Magic Triangle

Algebra Level 2

Using each of the integers from 1 to 7 exactly once, can we fill the squares such that the sums of the 3 squares along each of the 7 colored paths--6 lines and 1 circle--are all the same?

Yes No

4 solutions

Brian Charlesworth
Aug 6, 2017

Suppose this triangle could be completed successfully, and let $x$ be the sum of the numbers on each line. As there are a total of 7 'lines', (one of which is a circle), the sum of all 7 'line sums' is $7x$ . As each of the 7 boxes is included in 3 line sums, and as within each box is a distinct digit from $1$ through $7$ , we then require that

$7x = 3 \times (1 + 2 + 3 + 4 + 5 + 6 + 7) \Longrightarrow 7x = 3 \times 28 \Longrightarrow x = 12$ .

But using the digits from $1$ through $7$ taken three at a time, we can only achieve a sum of $12$ in 5 ways, namely

$(1,5,6), (1,4,7), (2,3,7), (2,4,6)$ and $(3,4,5)$ .

Since we require 7 different ways to achieve a sum of $12$ , we must conclude that such a triangle cannot be completed successfully.

Nice contradiction too!

If we were allowed to put in any 7 distinct integers, do you think we can get the sum to work out?

Chung Kevin - 3 years, 10 months ago

The answer is no.

Solving the system of equations (using linear algebra), one can show that the only set of real solutions is for all 7 values to be equal. Essentially, we have 7 equations and 8 unknowns (where the sum of the sides is an unknown). We need to verify that the equations are linearly independent. Then, we can conclude that the solutions (if any) are of the form $k (a_1, a_2, a_3, a_4, a_5, a_6, a_7)$ . Since $(1, 1, 1, 1, 1, 1, 1)$ is clearly a solution, thus the solutions are of the form $k(1, 1, 1, 1, 1, ,1 1)$ .

Calvin Lin Staff - 3 years, 10 months ago

Also, each number is 'connected' by a straight or circular path to every other number. Hence 7 and 6 are going to come in one of the sums which would then exceed the desired sum of 12.
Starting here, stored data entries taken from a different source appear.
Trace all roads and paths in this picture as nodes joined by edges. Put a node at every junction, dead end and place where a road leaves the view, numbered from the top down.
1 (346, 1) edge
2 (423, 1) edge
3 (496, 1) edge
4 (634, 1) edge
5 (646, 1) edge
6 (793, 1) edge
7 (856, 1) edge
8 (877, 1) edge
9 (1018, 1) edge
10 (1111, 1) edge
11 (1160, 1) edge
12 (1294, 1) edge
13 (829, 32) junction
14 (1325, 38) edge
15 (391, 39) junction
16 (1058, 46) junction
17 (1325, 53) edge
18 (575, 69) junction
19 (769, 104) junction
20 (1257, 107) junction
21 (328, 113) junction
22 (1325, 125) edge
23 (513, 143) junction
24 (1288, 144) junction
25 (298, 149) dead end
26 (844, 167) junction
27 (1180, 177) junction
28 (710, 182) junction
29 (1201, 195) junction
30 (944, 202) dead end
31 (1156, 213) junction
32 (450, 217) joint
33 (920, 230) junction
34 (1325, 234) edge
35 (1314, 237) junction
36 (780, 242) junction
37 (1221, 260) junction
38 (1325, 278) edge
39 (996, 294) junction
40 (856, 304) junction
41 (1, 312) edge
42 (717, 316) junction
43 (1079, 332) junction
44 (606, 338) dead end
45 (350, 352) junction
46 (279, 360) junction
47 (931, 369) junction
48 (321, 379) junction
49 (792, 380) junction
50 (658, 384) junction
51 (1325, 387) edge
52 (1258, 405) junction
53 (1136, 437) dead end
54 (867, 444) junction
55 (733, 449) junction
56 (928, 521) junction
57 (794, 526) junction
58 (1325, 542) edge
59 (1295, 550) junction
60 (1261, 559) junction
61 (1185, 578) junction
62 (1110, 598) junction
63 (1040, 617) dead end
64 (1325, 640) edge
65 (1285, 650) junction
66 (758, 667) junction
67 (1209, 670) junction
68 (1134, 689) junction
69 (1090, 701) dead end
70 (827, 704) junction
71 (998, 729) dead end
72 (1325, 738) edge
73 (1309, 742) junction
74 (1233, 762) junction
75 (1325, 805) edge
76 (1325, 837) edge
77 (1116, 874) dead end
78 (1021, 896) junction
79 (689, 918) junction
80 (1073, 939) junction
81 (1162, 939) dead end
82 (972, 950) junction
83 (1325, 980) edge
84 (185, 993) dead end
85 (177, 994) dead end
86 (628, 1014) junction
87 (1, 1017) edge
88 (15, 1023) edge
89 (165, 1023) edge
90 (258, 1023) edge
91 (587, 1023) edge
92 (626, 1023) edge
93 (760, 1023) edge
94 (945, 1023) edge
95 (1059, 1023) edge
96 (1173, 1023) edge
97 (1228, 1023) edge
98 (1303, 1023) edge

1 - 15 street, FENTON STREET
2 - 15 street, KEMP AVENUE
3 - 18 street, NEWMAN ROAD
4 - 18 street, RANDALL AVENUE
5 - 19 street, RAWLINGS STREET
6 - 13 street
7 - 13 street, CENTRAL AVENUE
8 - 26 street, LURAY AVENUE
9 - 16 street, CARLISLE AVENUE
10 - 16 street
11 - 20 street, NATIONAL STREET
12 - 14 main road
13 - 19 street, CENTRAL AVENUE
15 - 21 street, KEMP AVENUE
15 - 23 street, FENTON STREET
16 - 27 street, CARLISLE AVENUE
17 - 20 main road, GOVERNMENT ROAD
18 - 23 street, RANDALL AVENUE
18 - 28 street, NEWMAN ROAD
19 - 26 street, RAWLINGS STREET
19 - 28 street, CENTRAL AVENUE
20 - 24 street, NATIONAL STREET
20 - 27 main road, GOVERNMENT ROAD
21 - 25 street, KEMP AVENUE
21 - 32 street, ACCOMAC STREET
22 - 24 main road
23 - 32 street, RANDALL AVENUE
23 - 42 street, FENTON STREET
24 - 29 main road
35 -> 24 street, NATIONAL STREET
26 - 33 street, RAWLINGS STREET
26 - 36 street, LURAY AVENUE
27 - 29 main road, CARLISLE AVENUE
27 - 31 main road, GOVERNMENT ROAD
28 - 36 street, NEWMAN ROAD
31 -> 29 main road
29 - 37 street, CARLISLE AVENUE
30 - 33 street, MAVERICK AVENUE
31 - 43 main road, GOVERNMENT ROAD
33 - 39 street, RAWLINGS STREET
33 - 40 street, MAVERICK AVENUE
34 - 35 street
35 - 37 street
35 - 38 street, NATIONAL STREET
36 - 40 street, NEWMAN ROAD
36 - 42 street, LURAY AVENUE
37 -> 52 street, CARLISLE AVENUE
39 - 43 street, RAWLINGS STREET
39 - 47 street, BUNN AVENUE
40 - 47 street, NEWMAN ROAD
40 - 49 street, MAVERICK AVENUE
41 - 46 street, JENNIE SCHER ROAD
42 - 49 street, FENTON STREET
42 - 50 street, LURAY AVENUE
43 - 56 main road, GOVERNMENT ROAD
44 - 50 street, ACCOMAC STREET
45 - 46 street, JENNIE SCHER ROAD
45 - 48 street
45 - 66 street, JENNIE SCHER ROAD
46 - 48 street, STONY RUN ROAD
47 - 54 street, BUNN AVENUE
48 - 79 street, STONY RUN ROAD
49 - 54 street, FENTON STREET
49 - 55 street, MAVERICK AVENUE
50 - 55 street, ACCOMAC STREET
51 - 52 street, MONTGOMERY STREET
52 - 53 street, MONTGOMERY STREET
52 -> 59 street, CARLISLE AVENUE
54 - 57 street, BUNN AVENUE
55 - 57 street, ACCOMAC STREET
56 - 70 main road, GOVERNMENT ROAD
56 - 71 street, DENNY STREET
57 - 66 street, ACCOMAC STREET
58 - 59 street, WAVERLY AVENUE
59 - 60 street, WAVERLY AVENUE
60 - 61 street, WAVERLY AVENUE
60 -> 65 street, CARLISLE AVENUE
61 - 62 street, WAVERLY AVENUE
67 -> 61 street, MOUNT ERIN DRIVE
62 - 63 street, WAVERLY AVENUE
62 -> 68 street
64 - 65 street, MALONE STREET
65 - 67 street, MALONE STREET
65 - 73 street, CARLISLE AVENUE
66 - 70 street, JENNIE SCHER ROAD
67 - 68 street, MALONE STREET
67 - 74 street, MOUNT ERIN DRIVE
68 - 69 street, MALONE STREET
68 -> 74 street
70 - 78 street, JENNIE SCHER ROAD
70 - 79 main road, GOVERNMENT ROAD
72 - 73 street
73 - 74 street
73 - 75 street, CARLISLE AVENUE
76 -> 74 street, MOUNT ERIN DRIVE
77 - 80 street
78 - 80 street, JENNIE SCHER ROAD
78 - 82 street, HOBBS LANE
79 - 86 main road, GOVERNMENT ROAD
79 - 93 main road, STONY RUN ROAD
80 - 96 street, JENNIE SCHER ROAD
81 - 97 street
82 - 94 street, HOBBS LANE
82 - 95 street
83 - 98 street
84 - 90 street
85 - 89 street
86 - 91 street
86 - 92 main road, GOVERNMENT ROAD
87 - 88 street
Ujjwal Rane - 3 years, 9 months ago

That was my reasoning Ujjwal

Steve Edwards - 3 years, 9 months ago

Chung Kevin
Aug 6, 2017

[When I first created this problem, I thought it was possible to do so. I was surprised when I couldn't arrange the digits.]

The sum of all 7 numbers is $1 + 2 + 3 + 4 + 5 + 6 + 7 = 28$ .
Each number appears in 3 colored lines, hence if each of the 7 colored lines have the same sum, then it would be equal to $\frac{ 28 \times 3 } { 7 } = 12$ .
Now, consider where the 7 goes. The 3 lines that go through it will cover all the other 6 numbers. Pick the line which also has 6. Then, this line would have a sum of at least $7 + 6 + 1 = 14 > 12$ .

So it is not possible for all of the colored lines to have the same sum.

Daniel Liu
Aug 28, 2017

Note that this figure has the interesting property that every point is intersected by exactly three paths, and every path intersects exactly three points. (This figure has many interesting properties; it is called the Fano Plane .)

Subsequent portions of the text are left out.